Please copy each line of the listing below in which the word "Mundu" appears.
[Supplied records]
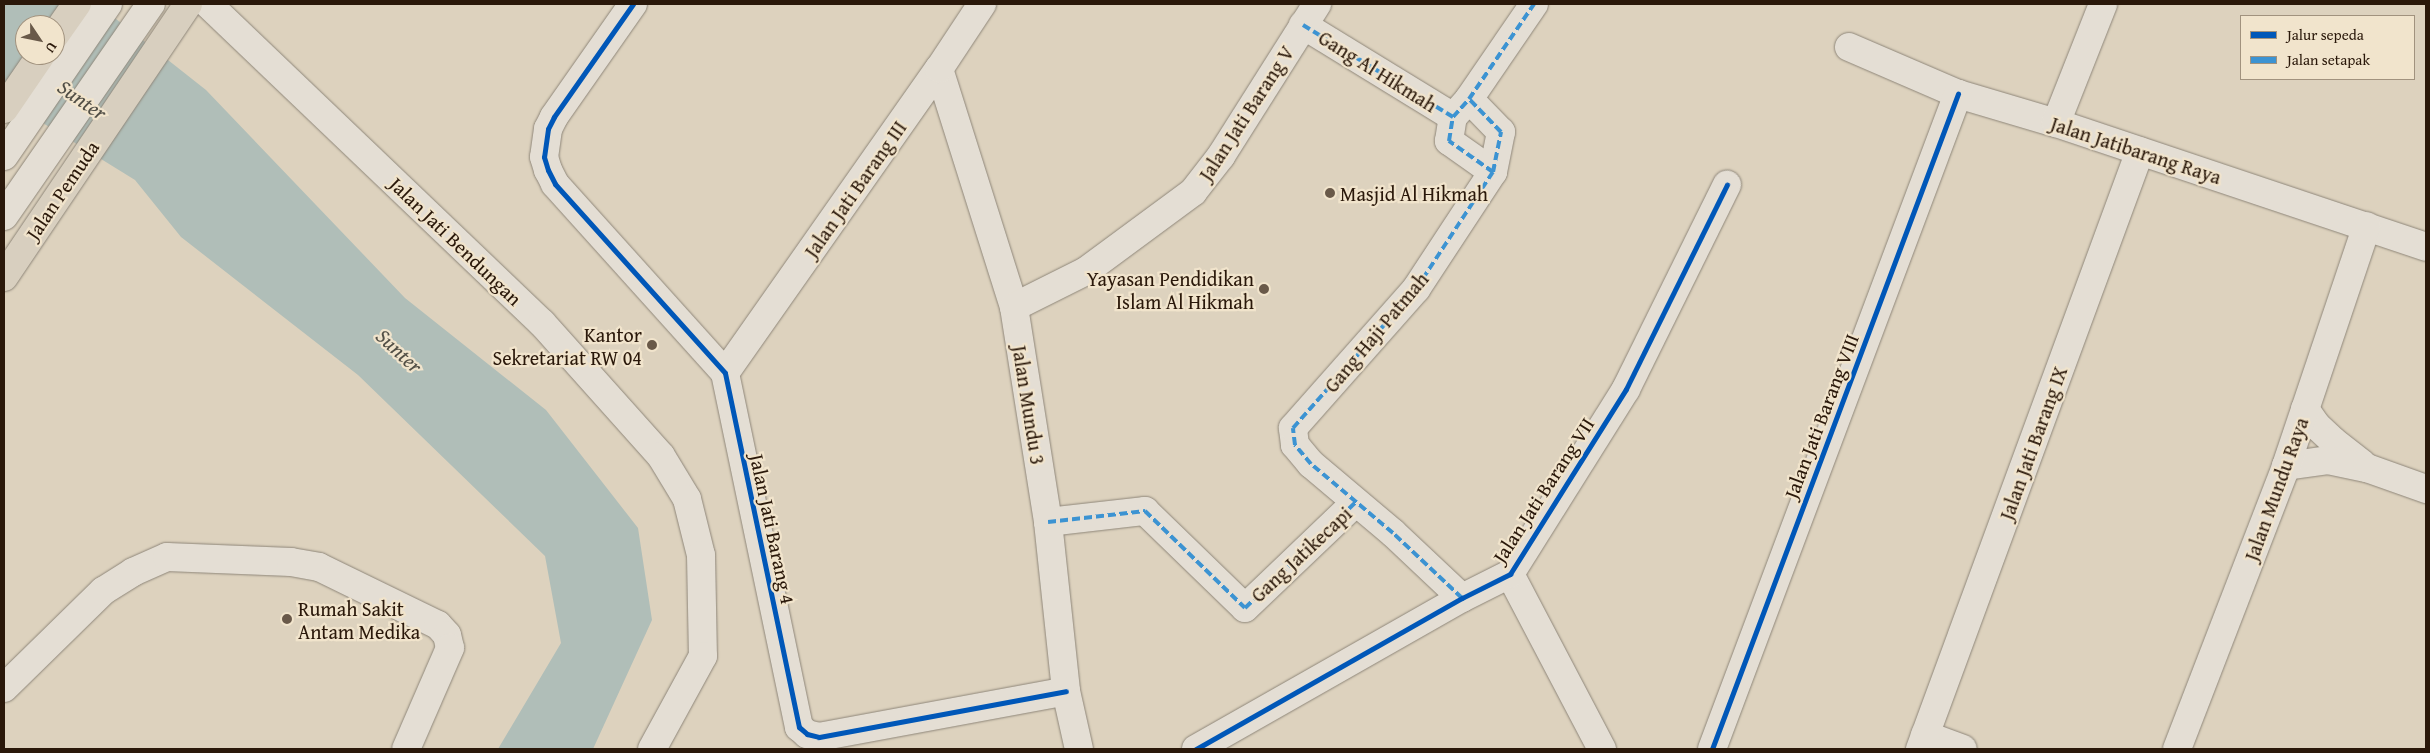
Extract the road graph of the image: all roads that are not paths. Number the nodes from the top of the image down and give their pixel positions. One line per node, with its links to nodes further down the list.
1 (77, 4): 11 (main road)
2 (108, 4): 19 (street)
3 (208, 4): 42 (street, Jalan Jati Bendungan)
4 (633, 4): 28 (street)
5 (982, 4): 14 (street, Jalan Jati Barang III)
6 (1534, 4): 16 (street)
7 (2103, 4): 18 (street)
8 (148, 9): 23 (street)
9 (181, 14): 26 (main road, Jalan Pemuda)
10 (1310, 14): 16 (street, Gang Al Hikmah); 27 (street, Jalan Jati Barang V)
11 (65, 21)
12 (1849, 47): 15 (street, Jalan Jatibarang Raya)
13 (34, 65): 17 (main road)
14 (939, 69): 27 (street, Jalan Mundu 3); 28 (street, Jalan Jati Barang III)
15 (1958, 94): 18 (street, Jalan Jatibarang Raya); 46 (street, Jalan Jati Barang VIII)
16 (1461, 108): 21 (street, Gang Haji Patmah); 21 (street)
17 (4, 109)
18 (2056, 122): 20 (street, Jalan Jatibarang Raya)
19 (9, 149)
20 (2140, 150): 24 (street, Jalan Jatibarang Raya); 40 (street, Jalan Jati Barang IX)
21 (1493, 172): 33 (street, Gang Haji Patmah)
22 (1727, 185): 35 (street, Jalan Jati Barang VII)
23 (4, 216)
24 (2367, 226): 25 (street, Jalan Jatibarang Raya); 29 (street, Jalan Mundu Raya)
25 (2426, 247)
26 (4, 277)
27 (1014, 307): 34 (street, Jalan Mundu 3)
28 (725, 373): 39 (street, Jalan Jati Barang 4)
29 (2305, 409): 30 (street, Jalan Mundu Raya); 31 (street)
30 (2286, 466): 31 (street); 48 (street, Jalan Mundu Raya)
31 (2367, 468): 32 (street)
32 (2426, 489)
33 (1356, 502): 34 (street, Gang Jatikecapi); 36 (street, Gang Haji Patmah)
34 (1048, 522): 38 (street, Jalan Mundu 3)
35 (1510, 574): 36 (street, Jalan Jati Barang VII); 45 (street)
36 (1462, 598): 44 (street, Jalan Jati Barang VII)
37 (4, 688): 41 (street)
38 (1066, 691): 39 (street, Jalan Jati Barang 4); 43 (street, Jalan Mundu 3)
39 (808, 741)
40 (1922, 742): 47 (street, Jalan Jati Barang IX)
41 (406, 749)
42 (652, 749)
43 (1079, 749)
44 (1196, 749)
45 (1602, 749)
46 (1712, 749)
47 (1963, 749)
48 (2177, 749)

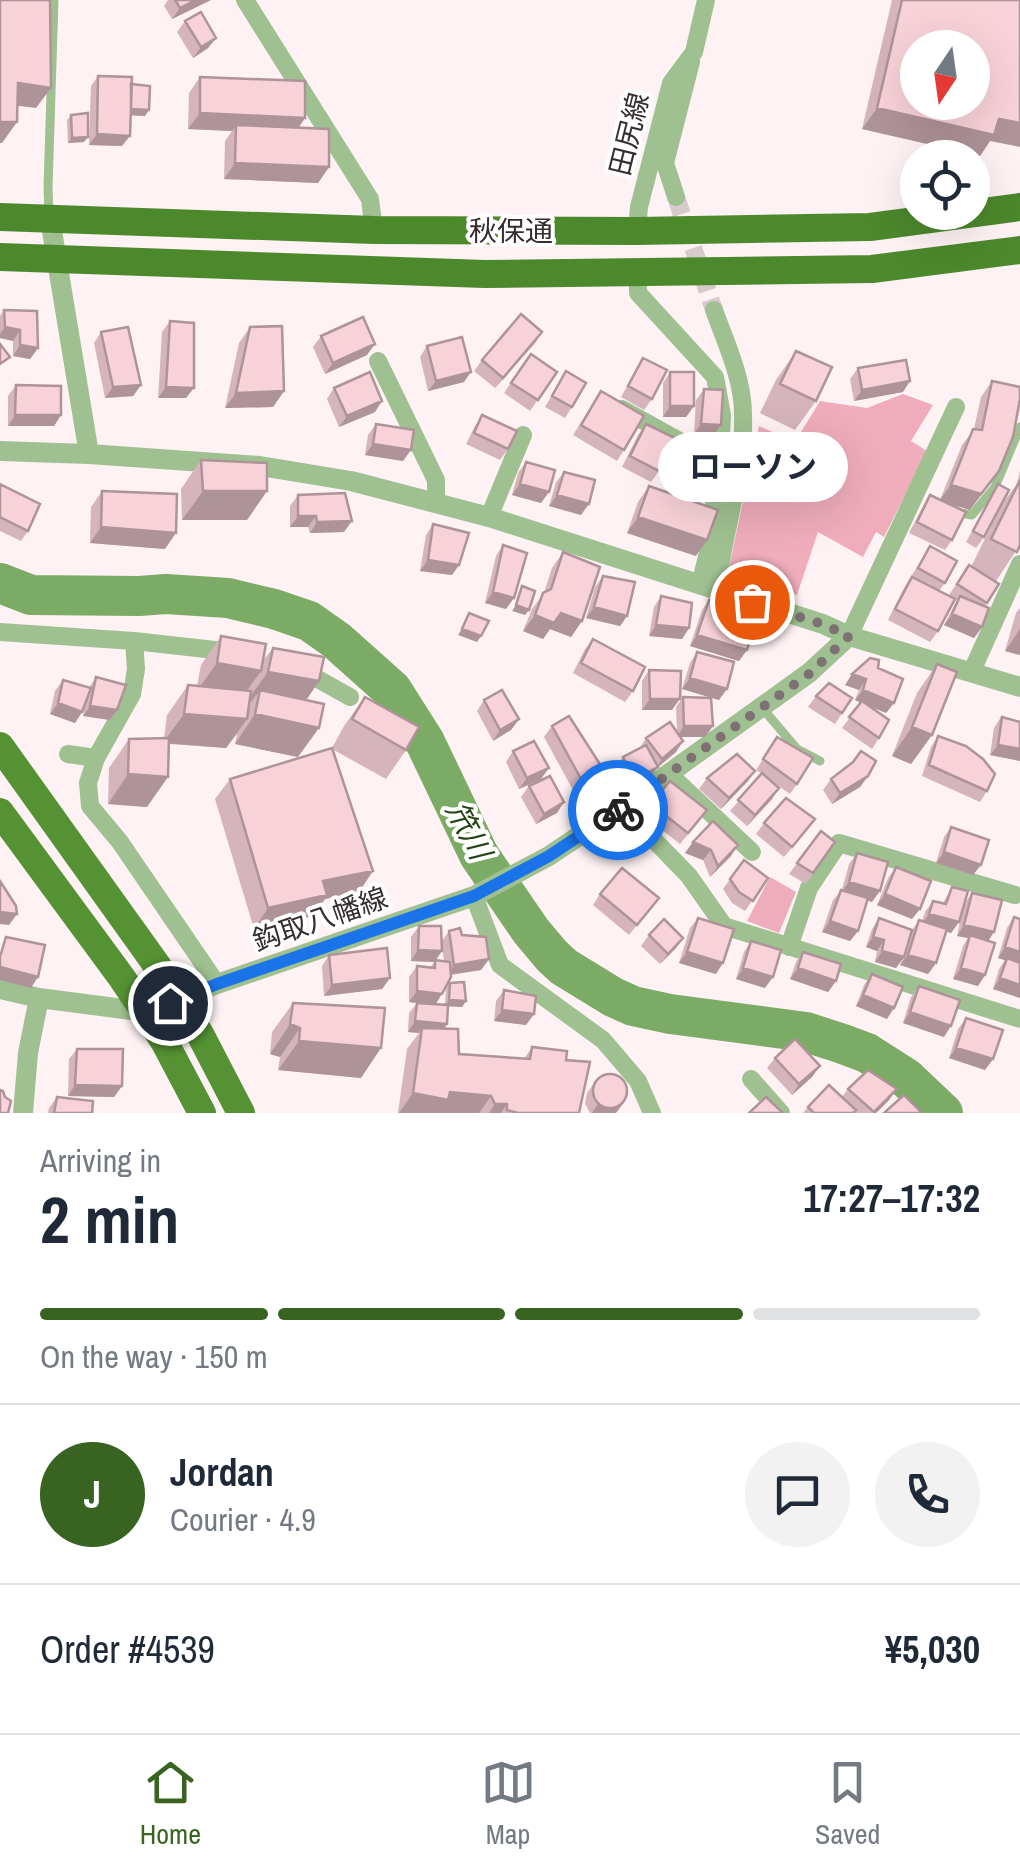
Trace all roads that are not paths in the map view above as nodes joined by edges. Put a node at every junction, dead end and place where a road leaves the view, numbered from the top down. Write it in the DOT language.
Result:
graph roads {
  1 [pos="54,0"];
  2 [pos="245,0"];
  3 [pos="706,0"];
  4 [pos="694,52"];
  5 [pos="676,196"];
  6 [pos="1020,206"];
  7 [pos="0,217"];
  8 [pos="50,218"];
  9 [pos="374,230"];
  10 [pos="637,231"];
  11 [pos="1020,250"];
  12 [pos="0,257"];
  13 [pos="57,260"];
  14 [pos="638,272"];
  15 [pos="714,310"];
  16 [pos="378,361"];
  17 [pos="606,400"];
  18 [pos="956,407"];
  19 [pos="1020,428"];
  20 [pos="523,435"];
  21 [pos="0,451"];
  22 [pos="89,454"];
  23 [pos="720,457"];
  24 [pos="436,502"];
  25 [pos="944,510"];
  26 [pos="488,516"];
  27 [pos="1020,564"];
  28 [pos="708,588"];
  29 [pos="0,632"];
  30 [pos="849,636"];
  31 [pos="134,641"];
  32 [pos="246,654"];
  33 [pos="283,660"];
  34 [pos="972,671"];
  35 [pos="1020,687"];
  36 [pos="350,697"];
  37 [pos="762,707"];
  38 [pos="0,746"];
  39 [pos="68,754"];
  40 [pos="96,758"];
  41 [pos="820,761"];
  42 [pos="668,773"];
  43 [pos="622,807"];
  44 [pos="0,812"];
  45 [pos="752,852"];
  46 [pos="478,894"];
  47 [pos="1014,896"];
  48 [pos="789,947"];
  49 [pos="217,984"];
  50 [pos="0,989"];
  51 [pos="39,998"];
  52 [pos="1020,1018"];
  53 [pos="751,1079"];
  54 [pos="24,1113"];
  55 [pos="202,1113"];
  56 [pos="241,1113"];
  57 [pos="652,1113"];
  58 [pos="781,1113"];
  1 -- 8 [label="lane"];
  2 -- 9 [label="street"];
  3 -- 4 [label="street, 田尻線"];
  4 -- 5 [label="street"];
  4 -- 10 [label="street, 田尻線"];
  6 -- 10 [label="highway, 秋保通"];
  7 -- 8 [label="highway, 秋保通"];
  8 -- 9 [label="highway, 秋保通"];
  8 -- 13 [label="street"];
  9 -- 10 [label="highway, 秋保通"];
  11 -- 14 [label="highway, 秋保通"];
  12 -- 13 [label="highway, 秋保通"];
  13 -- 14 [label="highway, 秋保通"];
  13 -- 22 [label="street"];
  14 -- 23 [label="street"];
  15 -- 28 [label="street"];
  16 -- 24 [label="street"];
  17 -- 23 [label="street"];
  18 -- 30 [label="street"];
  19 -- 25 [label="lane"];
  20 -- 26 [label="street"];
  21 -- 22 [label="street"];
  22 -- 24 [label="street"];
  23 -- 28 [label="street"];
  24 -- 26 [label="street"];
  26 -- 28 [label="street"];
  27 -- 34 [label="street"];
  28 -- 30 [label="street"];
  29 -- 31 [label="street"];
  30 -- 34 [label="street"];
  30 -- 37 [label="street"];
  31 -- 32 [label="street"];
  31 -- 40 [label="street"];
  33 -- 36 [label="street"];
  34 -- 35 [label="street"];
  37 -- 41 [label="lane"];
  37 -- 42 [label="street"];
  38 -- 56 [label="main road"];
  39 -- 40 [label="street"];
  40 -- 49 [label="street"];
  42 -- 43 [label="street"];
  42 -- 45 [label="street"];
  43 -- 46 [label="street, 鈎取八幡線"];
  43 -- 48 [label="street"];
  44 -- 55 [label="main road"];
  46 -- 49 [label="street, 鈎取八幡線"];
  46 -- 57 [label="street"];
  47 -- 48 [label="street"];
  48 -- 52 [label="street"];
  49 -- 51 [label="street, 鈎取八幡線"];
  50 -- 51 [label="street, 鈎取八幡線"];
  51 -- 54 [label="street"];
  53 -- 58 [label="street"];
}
[/Supplied records]
**Answer:**
14 (939, 69): 27 (street, Jalan Mundu 3); 28 (street, Jalan Jati Barang III)
24 (2367, 226): 25 (street, Jalan Jatibarang Raya); 29 (street, Jalan Mundu Raya)
27 (1014, 307): 34 (street, Jalan Mundu 3)
29 (2305, 409): 30 (street, Jalan Mundu Raya); 31 (street)
30 (2286, 466): 31 (street); 48 (street, Jalan Mundu Raya)
34 (1048, 522): 38 (street, Jalan Mundu 3)
38 (1066, 691): 39 (street, Jalan Jati Barang 4); 43 (street, Jalan Mundu 3)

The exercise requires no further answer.